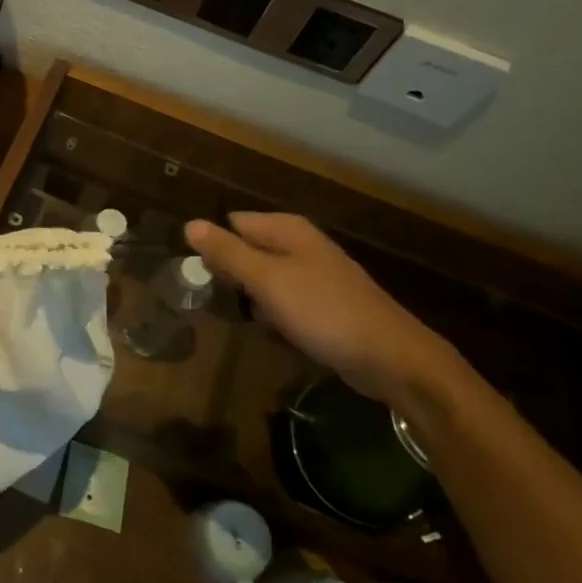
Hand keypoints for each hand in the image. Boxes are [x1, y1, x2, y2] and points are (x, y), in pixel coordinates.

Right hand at [184, 212, 462, 408]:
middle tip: (215, 299)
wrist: (391, 358)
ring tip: (242, 318)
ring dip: (251, 298)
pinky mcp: (324, 305)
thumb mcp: (267, 280)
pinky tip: (272, 332)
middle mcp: (300, 245)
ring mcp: (315, 275)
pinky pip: (284, 301)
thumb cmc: (323, 311)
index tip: (196, 274)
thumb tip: (189, 224)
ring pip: (264, 278)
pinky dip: (274, 314)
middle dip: (230, 273)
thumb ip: (227, 252)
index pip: (232, 224)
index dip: (212, 246)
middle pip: (248, 250)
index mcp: (287, 230)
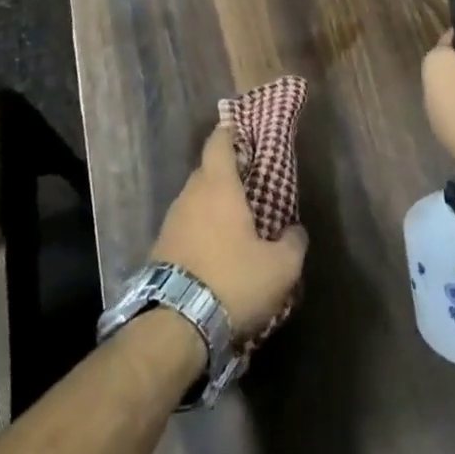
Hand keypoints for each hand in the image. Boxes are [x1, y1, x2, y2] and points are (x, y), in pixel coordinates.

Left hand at [150, 127, 307, 341]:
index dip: (230, 131)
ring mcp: (171, 221)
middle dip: (226, 172)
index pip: (219, 142)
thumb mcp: (280, 268)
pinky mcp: (160, 249)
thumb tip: (295, 231)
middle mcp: (190, 195)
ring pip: (195, 199)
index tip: (241, 128)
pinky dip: (200, 228)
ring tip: (235, 219)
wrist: (174, 326)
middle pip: (207, 170)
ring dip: (212, 203)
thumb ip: (293, 243)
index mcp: (218, 186)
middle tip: (249, 181)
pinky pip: (185, 225)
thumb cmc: (232, 282)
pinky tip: (215, 249)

+ + +

> _ASSIGNMENT_
Which lines in the material above include the string "pinky"? Pull them out.

> _ANSWER TO THE PROBLEM_
pinky mcp: (324, 305)
pinky tip: (272, 332)
pinky pip: (284, 301)
pinky dip: (274, 314)
pinky mcp: (160, 249)
pinky dip: (200, 228)
pinky pip: (185, 225)
pinky tip: (215, 249)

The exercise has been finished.